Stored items
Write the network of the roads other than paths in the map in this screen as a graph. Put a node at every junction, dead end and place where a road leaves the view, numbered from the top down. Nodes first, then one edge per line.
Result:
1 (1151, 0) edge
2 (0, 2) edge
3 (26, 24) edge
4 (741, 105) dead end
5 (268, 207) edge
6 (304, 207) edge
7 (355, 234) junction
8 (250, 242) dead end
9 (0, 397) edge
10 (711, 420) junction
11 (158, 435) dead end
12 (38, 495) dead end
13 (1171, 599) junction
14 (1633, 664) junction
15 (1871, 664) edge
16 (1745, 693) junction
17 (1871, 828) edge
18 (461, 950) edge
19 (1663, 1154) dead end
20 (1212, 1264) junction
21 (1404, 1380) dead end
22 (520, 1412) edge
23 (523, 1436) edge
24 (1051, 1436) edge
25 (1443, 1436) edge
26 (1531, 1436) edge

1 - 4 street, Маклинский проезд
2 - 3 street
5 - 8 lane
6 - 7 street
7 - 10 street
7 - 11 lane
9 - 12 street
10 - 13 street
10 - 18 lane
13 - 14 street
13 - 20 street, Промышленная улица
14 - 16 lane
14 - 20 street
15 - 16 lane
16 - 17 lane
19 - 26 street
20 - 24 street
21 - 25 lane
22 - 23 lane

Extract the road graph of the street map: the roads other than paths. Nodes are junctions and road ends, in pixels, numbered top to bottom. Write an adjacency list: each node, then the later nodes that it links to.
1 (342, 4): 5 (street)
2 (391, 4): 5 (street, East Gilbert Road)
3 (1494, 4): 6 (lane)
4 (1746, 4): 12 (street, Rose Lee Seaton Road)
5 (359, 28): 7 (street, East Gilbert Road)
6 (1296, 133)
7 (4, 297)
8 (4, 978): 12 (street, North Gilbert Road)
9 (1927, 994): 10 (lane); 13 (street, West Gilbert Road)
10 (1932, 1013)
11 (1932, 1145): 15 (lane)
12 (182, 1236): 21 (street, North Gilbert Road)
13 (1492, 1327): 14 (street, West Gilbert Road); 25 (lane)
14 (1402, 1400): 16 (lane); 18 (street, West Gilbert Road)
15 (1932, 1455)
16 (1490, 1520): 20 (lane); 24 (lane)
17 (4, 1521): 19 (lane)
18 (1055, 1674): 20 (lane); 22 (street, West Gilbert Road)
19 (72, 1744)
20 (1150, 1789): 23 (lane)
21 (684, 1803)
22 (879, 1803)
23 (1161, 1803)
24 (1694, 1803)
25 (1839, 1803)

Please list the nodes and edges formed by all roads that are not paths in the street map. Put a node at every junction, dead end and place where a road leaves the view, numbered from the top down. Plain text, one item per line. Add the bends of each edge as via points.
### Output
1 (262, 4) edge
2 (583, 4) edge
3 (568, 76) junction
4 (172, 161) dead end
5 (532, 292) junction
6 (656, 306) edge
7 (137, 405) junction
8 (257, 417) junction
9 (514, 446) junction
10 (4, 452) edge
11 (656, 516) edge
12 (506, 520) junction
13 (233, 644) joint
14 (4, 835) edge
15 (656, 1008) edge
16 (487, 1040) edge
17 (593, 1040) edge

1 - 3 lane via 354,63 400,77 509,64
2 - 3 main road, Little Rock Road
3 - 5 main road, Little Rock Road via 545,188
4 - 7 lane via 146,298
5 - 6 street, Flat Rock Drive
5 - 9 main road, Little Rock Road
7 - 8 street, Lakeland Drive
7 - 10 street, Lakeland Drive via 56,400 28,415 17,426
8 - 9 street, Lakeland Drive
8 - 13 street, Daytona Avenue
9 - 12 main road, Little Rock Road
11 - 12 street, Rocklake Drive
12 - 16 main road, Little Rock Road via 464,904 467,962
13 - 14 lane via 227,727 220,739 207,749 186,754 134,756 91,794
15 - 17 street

What the exercise asks:
Could you write out all of the entries precisely as they stand?

Solution to this exercise:
Write the network of the roads other than paths in the map in this screen as a graph. Put a node at every junction, dead end and place where a road leaves the view, numbered from the top down. Nodes first, then one edge per line.
Result:
1 (1151, 0) edge
2 (0, 2) edge
3 (26, 24) edge
4 (741, 105) dead end
5 (268, 207) edge
6 (304, 207) edge
7 (355, 234) junction
8 (250, 242) dead end
9 (0, 397) edge
10 (711, 420) junction
11 (158, 435) dead end
12 (38, 495) dead end
13 (1171, 599) junction
14 (1633, 664) junction
15 (1871, 664) edge
16 (1745, 693) junction
17 (1871, 828) edge
18 (461, 950) edge
19 (1663, 1154) dead end
20 (1212, 1264) junction
21 (1404, 1380) dead end
22 (520, 1412) edge
23 (523, 1436) edge
24 (1051, 1436) edge
25 (1443, 1436) edge
26 (1531, 1436) edge

1 - 4 street, Маклинский проезд
2 - 3 street
5 - 8 lane
6 - 7 street
7 - 10 street
7 - 11 lane
9 - 12 street
10 - 13 street
10 - 18 lane
13 - 14 street
13 - 20 street, Промышленная улица
14 - 16 lane
14 - 20 street
15 - 16 lane
16 - 17 lane
19 - 26 street
20 - 24 street
21 - 25 lane
22 - 23 lane

Extract the road graph of the street map: the roads other than paths. Nodes are junctions and road ends, in pixels, numbered top to bottom. Write an adjacency list: each node, then the later nodes that it links to.
1 (342, 4): 5 (street)
2 (391, 4): 5 (street, East Gilbert Road)
3 (1494, 4): 6 (lane)
4 (1746, 4): 12 (street, Rose Lee Seaton Road)
5 (359, 28): 7 (street, East Gilbert Road)
6 (1296, 133)
7 (4, 297)
8 (4, 978): 12 (street, North Gilbert Road)
9 (1927, 994): 10 (lane); 13 (street, West Gilbert Road)
10 (1932, 1013)
11 (1932, 1145): 15 (lane)
12 (182, 1236): 21 (street, North Gilbert Road)
13 (1492, 1327): 14 (street, West Gilbert Road); 25 (lane)
14 (1402, 1400): 16 (lane); 18 (street, West Gilbert Road)
15 (1932, 1455)
16 (1490, 1520): 20 (lane); 24 (lane)
17 (4, 1521): 19 (lane)
18 (1055, 1674): 20 (lane); 22 (street, West Gilbert Road)
19 (72, 1744)
20 (1150, 1789): 23 (lane)
21 (684, 1803)
22 (879, 1803)
23 (1161, 1803)
24 (1694, 1803)
25 (1839, 1803)

Please list the nodes and edges formed by all roads that are not paths in the street map. Put a node at every junction, dead end and place where a road leaves the view, numbered from the top down. Plain text, one item per line. Add the bends of each edge as via points.
### Output
1 (262, 4) edge
2 (583, 4) edge
3 (568, 76) junction
4 (172, 161) dead end
5 (532, 292) junction
6 (656, 306) edge
7 (137, 405) junction
8 (257, 417) junction
9 (514, 446) junction
10 (4, 452) edge
11 (656, 516) edge
12 (506, 520) junction
13 (233, 644) joint
14 (4, 835) edge
15 (656, 1008) edge
16 (487, 1040) edge
17 (593, 1040) edge

1 - 3 lane via 354,63 400,77 509,64
2 - 3 main road, Little Rock Road
3 - 5 main road, Little Rock Road via 545,188
4 - 7 lane via 146,298
5 - 6 street, Flat Rock Drive
5 - 9 main road, Little Rock Road
7 - 8 street, Lakeland Drive
7 - 10 street, Lakeland Drive via 56,400 28,415 17,426
8 - 9 street, Lakeland Drive
8 - 13 street, Daytona Avenue
9 - 12 main road, Little Rock Road
11 - 12 street, Rocklake Drive
12 - 16 main road, Little Rock Road via 464,904 467,962
13 - 14 lane via 227,727 220,739 207,749 186,754 134,756 91,794
15 - 17 street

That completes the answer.